By the late 20th century, most authorities favored placement of Notholaena nivea and closely related ferns, including N. fendleri, either in Notholaena or Pellaea. Both Edwin Copeland and C. A. Weatherby suggested in the 1940s that this group of ferns might represent a distinct genus of its own. This was finally addressed in 1987 by Michael D. Windham, who was carrying out phylogenetic studies of these genera. He elevated Notholaena sect. Argyrochosma to become the genus Argyrochosma, and transferred this species to that genus as A. fendleri. In 2018, Maarten J. M. Christenhusz transferred the species to Hemionitis as H. engywookii (the epithet fendleri was preoccupied), as part of a program to consolidate the cheilanthoid ferns into that genus. The epithet refers to the gnome scientist Engywook in the novel The Neverending Story.

Members of the genus Argyrochosma are commonly known as "false cloak ferns" or "silver ferns". "False cloak fern" refers to the historical placement of these species in the genus Notholaena. The name of that genus is derived from Greek, meaning "false cloak", referring to the fact that the sori are not covered by well-differentiated tissue of the leaf margin, and its species were commonly known as "cloak ferns". "Silver fern" is evidently derived from the name Argyrochosma, which means "silver mound" and refers to the white farina found on the underside of the leaves of most species. The common name Fendler's false cloak fern refers to the collector honored by the epithet.

Phylogenetic studies have shown that A. fendleri forms an isolated clade, diverging at an early date from the other two clades of farina-bearing Argyrochosma. Its farina is chemically distinct from that of other Argyrochosma, and has a fairly consistent composition, principally flavonoids derived from naringenin and eriodictyol.

==Distribution and habitat==
Argyrochosma fendleri is known in the United States from New Mexico, Colorado, and the southeastern corner of Wyoming, and in Mexico from Sonora.
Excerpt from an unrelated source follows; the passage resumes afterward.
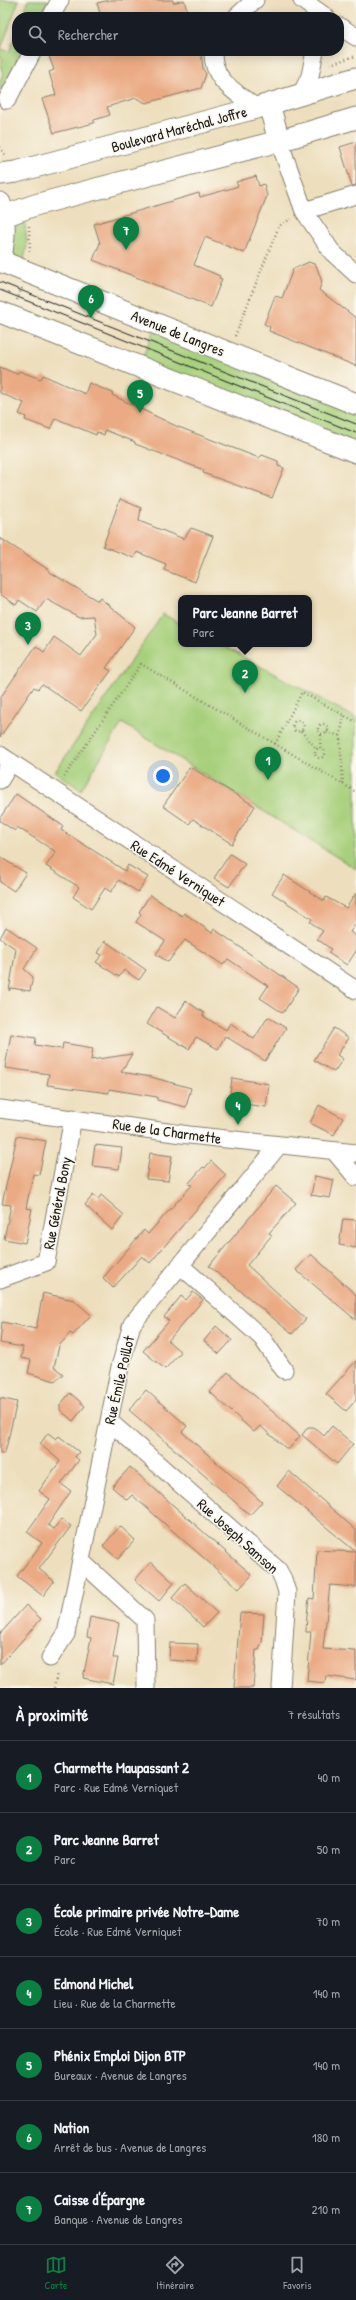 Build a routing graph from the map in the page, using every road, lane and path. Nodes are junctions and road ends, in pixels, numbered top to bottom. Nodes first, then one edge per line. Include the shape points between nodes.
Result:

It grows on rocky cliffs and slopes, particularly on granitic and igneous rocks, the only member of the genus to prefer granite. It is found at an altitude from 1700 to 3000 m.

==Conservation==
Under the NatureServe conservation status system, A. dealbata is ranked as vulnerable (G3), but it is considered critically imperiled (S1) in Wyoming and vulnerable (S3) in Colorado.

==Uses and cultivation==
The horticulturist George Schneider considered it suitable for conservation, noting that it "thrives well under cool treatment", perhaps in contrast to tropical ferns.

The Tewa ground the fern to powder and applied it as a remedy for cold sores on the lips.